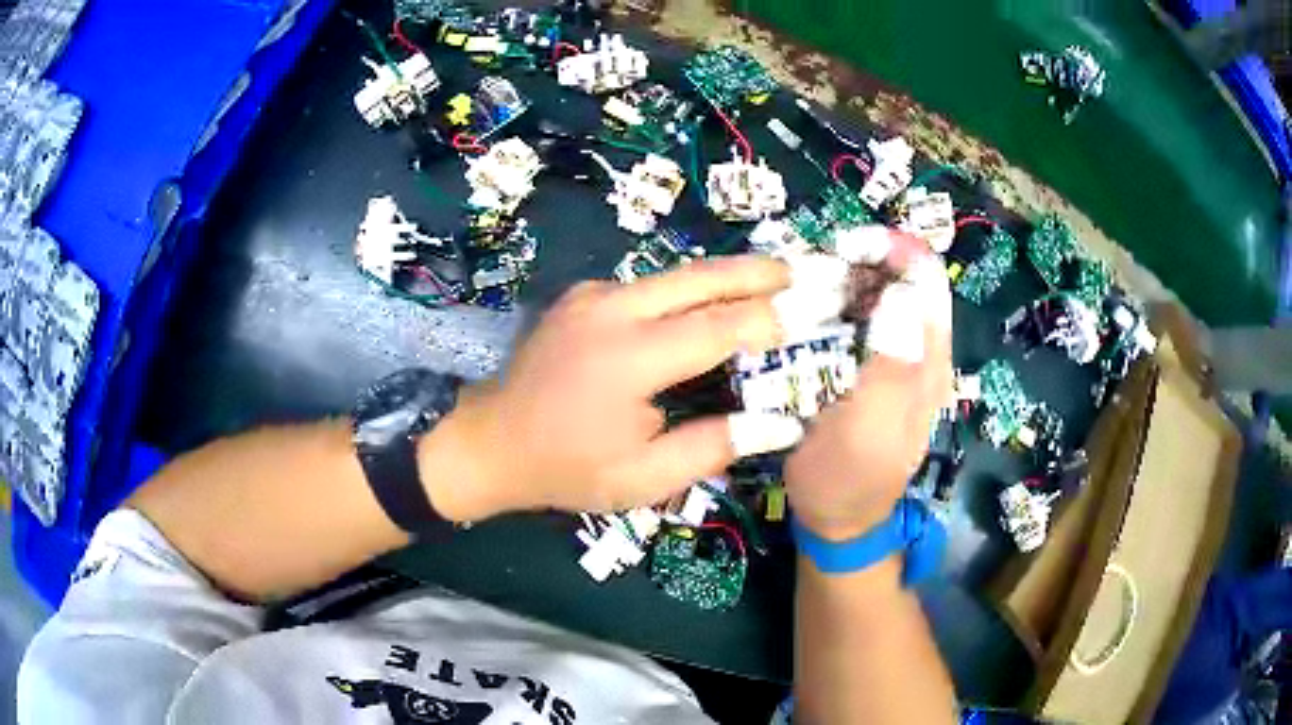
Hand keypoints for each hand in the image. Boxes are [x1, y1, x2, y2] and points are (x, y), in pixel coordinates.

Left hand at [426, 256, 791, 520]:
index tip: (813, 313)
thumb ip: (714, 446)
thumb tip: (781, 423)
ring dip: (724, 277)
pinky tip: (709, 303)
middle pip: (699, 278)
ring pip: (674, 276)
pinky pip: (647, 287)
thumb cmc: (568, 468)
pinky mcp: (582, 296)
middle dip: (756, 272)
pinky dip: (687, 291)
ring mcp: (592, 295)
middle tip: (802, 270)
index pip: (719, 326)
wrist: (491, 441)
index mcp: (628, 358)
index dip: (771, 319)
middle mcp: (611, 310)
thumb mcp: (644, 478)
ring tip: (771, 280)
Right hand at [785, 242, 952, 540]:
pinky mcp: (881, 372)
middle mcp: (924, 354)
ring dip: (855, 278)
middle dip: (869, 259)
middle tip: (819, 265)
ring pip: (889, 296)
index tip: (844, 248)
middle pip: (909, 280)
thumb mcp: (866, 429)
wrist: (839, 522)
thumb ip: (891, 367)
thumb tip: (904, 296)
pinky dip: (846, 303)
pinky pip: (870, 320)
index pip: (927, 279)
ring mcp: (904, 362)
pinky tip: (817, 310)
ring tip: (812, 281)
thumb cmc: (846, 480)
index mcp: (929, 362)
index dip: (894, 250)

──────────────────────────────

Find the string "middle" in the material above. Then copy each line that has it.

middle pip: (699, 278)
middle dip: (756, 272)
middle tip: (802, 270)
middle mcp: (611, 310)
middle mcp: (924, 354)
middle dip: (869, 259)
middle tip: (819, 265)
middle pip: (909, 280)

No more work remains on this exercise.